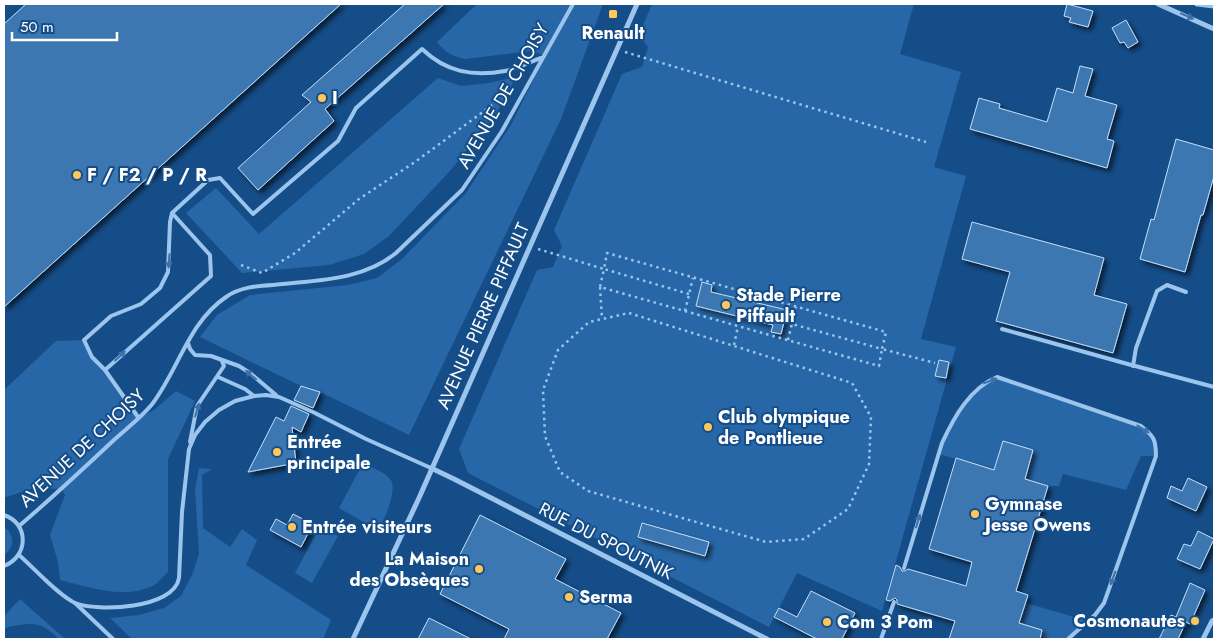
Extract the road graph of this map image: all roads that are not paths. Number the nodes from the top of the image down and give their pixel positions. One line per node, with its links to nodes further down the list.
1 (573, 4): 7 (lane, AVENUE DE CHOISY)
2 (637, 4): 21 (street, AVENUE PIERRE PIFFAULT)
3 (1158, 4): 6 (street, one-way to 6)
4 (1197, 4): 5 (street)
5 (1214, 6)
6 (1214, 30)
7 (541, 58): 8 (lane); 11 (lane, AVENUE DE CHOISY)
8 (172, 213): 14 (lane, one-way to 14); 14 (lane, one-way to 8)
9 (1186, 292): 13 (lane)
10 (1002, 329): 13 (lane)
11 (188, 342): 12 (lane); 19 (lane, AVENUE DE CHOISY)
12 (220, 360): 15 (lane); 18 (lane, one-way to 12)
13 (1133, 366): 16 (lane)
14 (105, 370): 19 (lane)
15 (218, 377): 17 (lane); 20 (lane, one-way to 15)
16 (1214, 386)
17 (254, 396): 18 (lane); 20 (lane)
18 (278, 396): 21 (lane)
19 (138, 417): 23 (lane, AVENUE DE CHOISY)
20 (189, 449): 27 (lane)
21 (431, 468): 31 (street, AVENUE PIERRE PIFFAULT); 32 (street, RUE DU SPOUTNIK)
22 (4, 515): 23 (lane)
23 (19, 526): 24 (lane)
24 (19, 555): 25 (lane); 27 (lane)
25 (4, 566)
26 (904, 568): 34 (lane, one-way to 34)
27 (73, 602): 30 (lane)
28 (894, 602): 33 (lane)
29 (1214, 620): 35 (street)
30 (113, 639)
31 (353, 639)
32 (768, 639)
33 (881, 639)
34 (1068, 639)
35 (1204, 639)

────────────────────────────────────────

> [Problem requirements]
From the first record above to the last, output each one exactly and omit the pictures.

> [Output below]
Extract the road graph of this map image: all roads that are not paths. Number the nodes from the top of the image down and give their pixel positions. One line per node, with its links to nodes further down the list.
1 (573, 4): 7 (lane, AVENUE DE CHOISY)
2 (637, 4): 21 (street, AVENUE PIERRE PIFFAULT)
3 (1158, 4): 6 (street, one-way to 6)
4 (1197, 4): 5 (street)
5 (1214, 6)
6 (1214, 30)
7 (541, 58): 8 (lane); 11 (lane, AVENUE DE CHOISY)
8 (172, 213): 14 (lane, one-way to 14); 14 (lane, one-way to 8)
9 (1186, 292): 13 (lane)
10 (1002, 329): 13 (lane)
11 (188, 342): 12 (lane); 19 (lane, AVENUE DE CHOISY)
12 (220, 360): 15 (lane); 18 (lane, one-way to 12)
13 (1133, 366): 16 (lane)
14 (105, 370): 19 (lane)
15 (218, 377): 17 (lane); 20 (lane, one-way to 15)
16 (1214, 386)
17 (254, 396): 18 (lane); 20 (lane)
18 (278, 396): 21 (lane)
19 (138, 417): 23 (lane, AVENUE DE CHOISY)
20 (189, 449): 27 (lane)
21 (431, 468): 31 (street, AVENUE PIERRE PIFFAULT); 32 (street, RUE DU SPOUTNIK)
22 (4, 515): 23 (lane)
23 (19, 526): 24 (lane)
24 (19, 555): 25 (lane); 27 (lane)
25 (4, 566)
26 (904, 568): 34 (lane, one-way to 34)
27 (73, 602): 30 (lane)
28 (894, 602): 33 (lane)
29 (1214, 620): 35 (street)
30 (113, 639)
31 (353, 639)
32 (768, 639)
33 (881, 639)
34 (1068, 639)
35 (1204, 639)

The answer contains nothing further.